■ **Exercise requirements**: Make a verbatim transcription of the records, without the pictures.

■ **Recorded information**:
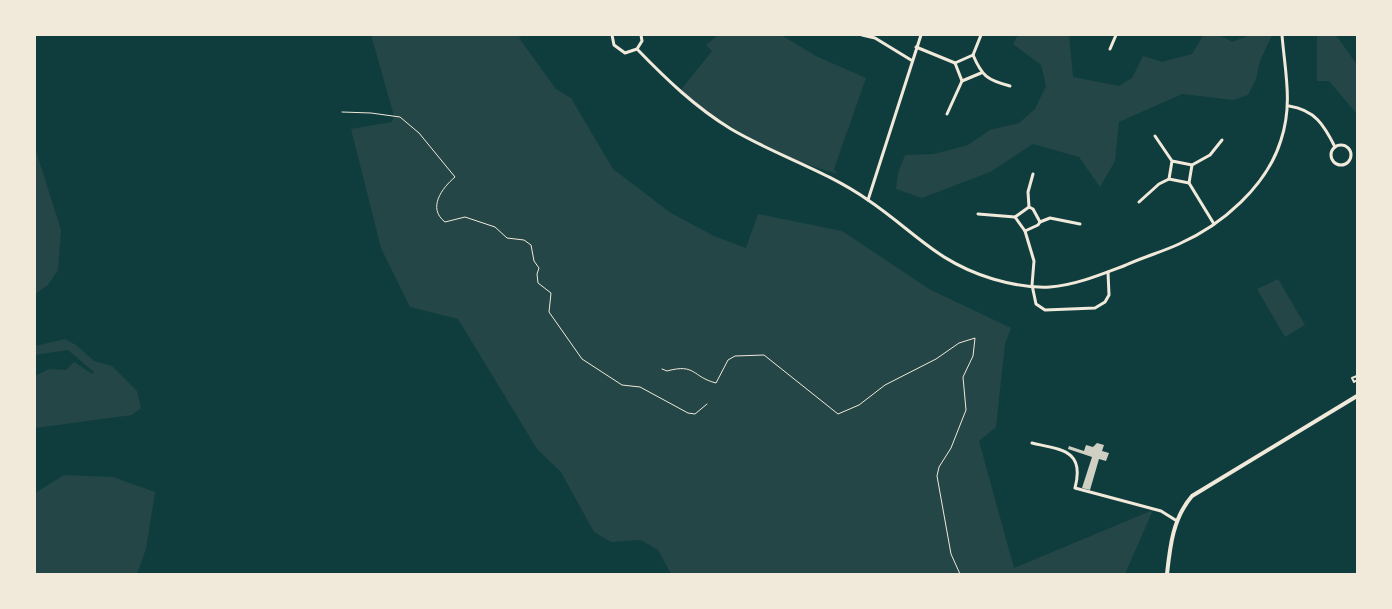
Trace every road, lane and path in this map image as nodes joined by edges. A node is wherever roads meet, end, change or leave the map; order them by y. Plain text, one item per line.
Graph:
1 (612, 35) edge
2 (641, 35) edge
3 (862, 35) edge
4 (921, 35) edge
5 (981, 35) edge
6 (1116, 35) edge
7 (1282, 35) edge
8 (916, 47) junction
9 (637, 49) junction
10 (1110, 50) dead end
11 (973, 55) junction
12 (912, 60) junction
13 (955, 63) junction
14 (981, 73) junction
15 (962, 81) junction
16 (1010, 86) dead end
17 (1289, 106) junction
18 (342, 112) dead end
19 (947, 114) dead end
20 (1155, 136) dead end
21 (1222, 140) dead end
22 (1336, 147) junction
23 (1172, 161) junction
24 (1192, 165) junction
25 (1033, 174) dead end
26 (1169, 179) junction
27 (1189, 183) junction
28 (868, 200) junction
29 (1139, 202) dead end
30 (1029, 207) junction
31 (978, 214) dead end
32 (1015, 217) junction
33 (1040, 222) junction
34 (1080, 224) dead end
35 (1214, 224) junction
36 (1025, 231) junction
37 (1108, 272) junction
38 (1032, 285) junction
39 (662, 369) dead end
40 (1357, 376) edge
41 (1357, 380) edge
42 (1357, 396) edge
43 (707, 404) dead end
44 (1032, 443) dead end
45 (1177, 521) junction
46 (960, 574) edge
47 (1167, 574) edge

1 - 9 street
2 - 9 street
3 - 12 street
4 - 8 street
5 - 11 street
6 - 10 street
7 - 17 street
8 - 12 street
8 - 13 street
9 - 28 street
11 - 13 street
11 - 14 street
12 - 28 street
13 - 15 street
14 - 15 street
14 - 16 street
15 - 19 street
17 - 22 street
17 - 35 street
18 - 43 path
20 - 23 street
21 - 24 street
22 - 22 street
23 - 24 street
23 - 26 street
24 - 27 street
25 - 30 street
26 - 27 street
26 - 29 street
27 - 35 street
28 - 38 street
30 - 32 street
30 - 33 street
31 - 32 street
32 - 36 street
33 - 34 street
33 - 36 street
35 - 37 street
36 - 38 street
37 - 38 street
37 - 38 street
39 - 46 path
40 - 41 lane
42 - 45 street
44 - 45 street
45 - 47 street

■ **Response to the exercise**:
Trace every road, lane and path in this map image as nodes joined by edges. A node is wherever roads meet, end, change or leave the map; order them by y. Plain text, one item per line.
Graph:
1 (612, 35) edge
2 (641, 35) edge
3 (862, 35) edge
4 (921, 35) edge
5 (981, 35) edge
6 (1116, 35) edge
7 (1282, 35) edge
8 (916, 47) junction
9 (637, 49) junction
10 (1110, 50) dead end
11 (973, 55) junction
12 (912, 60) junction
13 (955, 63) junction
14 (981, 73) junction
15 (962, 81) junction
16 (1010, 86) dead end
17 (1289, 106) junction
18 (342, 112) dead end
19 (947, 114) dead end
20 (1155, 136) dead end
21 (1222, 140) dead end
22 (1336, 147) junction
23 (1172, 161) junction
24 (1192, 165) junction
25 (1033, 174) dead end
26 (1169, 179) junction
27 (1189, 183) junction
28 (868, 200) junction
29 (1139, 202) dead end
30 (1029, 207) junction
31 (978, 214) dead end
32 (1015, 217) junction
33 (1040, 222) junction
34 (1080, 224) dead end
35 (1214, 224) junction
36 (1025, 231) junction
37 (1108, 272) junction
38 (1032, 285) junction
39 (662, 369) dead end
40 (1357, 376) edge
41 (1357, 380) edge
42 (1357, 396) edge
43 (707, 404) dead end
44 (1032, 443) dead end
45 (1177, 521) junction
46 (960, 574) edge
47 (1167, 574) edge

1 - 9 street
2 - 9 street
3 - 12 street
4 - 8 street
5 - 11 street
6 - 10 street
7 - 17 street
8 - 12 street
8 - 13 street
9 - 28 street
11 - 13 street
11 - 14 street
12 - 28 street
13 - 15 street
14 - 15 street
14 - 16 street
15 - 19 street
17 - 22 street
17 - 35 street
18 - 43 path
20 - 23 street
21 - 24 street
22 - 22 street
23 - 24 street
23 - 26 street
24 - 27 street
25 - 30 street
26 - 27 street
26 - 29 street
27 - 35 street
28 - 38 street
30 - 32 street
30 - 33 street
31 - 32 street
32 - 36 street
33 - 34 street
33 - 36 street
35 - 37 street
36 - 38 street
37 - 38 street
37 - 38 street
39 - 46 path
40 - 41 lane
42 - 45 street
44 - 45 street
45 - 47 street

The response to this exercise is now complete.